Start of Material for this exercise

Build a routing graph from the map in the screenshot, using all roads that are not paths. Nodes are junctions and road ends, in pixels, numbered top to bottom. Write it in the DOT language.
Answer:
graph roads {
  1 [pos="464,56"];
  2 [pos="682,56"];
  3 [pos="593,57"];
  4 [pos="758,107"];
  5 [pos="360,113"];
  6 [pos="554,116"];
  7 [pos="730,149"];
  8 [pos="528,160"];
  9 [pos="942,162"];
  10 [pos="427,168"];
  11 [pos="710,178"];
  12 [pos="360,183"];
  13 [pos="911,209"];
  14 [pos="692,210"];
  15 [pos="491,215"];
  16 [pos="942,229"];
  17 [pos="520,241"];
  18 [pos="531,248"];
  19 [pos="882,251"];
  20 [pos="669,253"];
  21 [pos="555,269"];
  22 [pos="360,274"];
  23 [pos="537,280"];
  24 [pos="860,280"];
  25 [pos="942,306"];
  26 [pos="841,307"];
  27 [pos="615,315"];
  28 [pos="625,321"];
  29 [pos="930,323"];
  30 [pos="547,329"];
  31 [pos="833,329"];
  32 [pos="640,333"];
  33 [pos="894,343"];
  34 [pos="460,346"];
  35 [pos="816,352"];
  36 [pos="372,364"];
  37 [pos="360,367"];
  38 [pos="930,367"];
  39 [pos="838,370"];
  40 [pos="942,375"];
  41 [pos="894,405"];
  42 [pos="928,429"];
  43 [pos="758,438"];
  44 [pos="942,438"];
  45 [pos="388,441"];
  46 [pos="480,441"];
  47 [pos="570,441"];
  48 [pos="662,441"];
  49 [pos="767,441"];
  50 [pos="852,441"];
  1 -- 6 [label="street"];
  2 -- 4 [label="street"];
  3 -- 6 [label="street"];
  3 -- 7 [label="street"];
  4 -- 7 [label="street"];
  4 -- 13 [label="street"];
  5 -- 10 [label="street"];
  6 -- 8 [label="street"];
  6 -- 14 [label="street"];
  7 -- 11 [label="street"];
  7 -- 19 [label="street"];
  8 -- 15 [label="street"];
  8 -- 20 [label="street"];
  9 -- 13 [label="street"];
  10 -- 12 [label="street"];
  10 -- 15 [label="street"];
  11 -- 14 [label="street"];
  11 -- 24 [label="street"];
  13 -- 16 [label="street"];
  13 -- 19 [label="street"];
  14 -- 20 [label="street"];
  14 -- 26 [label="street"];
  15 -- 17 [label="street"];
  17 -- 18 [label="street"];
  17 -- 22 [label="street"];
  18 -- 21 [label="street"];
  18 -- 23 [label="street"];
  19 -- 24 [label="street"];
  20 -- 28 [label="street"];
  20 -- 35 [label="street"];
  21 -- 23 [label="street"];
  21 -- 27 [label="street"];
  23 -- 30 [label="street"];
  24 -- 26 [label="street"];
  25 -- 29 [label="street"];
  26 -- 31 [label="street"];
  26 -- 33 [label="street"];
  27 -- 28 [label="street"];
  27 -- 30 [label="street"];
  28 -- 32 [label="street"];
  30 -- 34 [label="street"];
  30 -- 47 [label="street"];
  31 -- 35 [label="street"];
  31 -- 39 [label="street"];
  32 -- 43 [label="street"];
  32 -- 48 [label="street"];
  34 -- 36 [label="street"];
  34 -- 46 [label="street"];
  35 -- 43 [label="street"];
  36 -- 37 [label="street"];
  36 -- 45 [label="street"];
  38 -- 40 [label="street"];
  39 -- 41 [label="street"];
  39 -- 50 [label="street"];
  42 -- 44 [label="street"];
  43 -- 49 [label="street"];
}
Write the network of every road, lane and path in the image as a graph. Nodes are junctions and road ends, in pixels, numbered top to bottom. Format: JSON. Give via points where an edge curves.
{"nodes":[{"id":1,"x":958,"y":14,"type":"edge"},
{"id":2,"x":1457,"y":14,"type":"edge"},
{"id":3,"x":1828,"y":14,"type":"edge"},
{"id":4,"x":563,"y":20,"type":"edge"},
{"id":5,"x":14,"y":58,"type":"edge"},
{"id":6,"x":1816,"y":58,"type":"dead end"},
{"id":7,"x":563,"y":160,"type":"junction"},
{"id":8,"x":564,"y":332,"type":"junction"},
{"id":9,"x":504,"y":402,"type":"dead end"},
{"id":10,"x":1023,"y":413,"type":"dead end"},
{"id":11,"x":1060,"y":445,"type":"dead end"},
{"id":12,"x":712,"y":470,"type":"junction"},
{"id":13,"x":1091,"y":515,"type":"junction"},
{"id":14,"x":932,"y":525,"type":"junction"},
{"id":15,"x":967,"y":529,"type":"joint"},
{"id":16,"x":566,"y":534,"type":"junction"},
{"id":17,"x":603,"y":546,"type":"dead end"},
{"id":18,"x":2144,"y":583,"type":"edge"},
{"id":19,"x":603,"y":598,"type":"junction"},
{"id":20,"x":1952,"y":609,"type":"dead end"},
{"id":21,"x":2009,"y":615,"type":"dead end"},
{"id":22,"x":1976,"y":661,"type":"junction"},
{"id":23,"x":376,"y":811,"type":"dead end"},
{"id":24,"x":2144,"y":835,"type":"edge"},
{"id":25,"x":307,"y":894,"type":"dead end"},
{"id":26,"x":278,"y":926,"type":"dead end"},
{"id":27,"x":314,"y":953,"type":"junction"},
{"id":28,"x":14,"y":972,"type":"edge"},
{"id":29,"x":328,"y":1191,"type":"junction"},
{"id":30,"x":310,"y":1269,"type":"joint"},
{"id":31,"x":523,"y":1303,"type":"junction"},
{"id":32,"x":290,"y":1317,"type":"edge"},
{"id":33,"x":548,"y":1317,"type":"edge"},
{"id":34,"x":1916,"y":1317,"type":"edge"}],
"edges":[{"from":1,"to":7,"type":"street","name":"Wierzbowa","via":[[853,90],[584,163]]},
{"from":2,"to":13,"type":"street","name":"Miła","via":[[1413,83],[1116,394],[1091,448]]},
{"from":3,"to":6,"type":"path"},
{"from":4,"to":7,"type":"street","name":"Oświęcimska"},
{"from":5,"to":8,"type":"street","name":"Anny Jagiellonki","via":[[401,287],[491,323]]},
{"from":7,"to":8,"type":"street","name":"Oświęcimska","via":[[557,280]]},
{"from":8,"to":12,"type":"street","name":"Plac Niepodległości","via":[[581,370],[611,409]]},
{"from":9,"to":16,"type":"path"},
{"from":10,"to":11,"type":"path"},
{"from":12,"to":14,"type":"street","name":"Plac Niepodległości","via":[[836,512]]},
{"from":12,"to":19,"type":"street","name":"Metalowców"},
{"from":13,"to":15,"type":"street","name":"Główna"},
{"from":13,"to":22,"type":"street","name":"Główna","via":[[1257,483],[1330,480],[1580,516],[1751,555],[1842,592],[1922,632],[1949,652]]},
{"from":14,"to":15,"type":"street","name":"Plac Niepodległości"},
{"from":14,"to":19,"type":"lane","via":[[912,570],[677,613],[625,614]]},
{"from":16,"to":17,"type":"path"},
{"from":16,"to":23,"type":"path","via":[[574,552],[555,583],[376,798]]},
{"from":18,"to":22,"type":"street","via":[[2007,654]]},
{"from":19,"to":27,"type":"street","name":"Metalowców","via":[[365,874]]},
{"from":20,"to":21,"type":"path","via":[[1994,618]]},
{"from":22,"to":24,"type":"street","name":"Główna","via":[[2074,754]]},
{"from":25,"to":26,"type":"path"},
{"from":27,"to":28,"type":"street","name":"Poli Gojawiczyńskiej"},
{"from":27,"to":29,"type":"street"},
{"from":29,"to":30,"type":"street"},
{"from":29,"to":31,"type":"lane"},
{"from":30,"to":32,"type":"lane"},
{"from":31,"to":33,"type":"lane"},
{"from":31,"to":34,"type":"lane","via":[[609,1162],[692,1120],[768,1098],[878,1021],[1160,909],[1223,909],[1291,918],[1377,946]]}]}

End of Material for this exercise

Task requirements: Only a number should be returned: the count of lines above that include "Write".

Exercise response: 2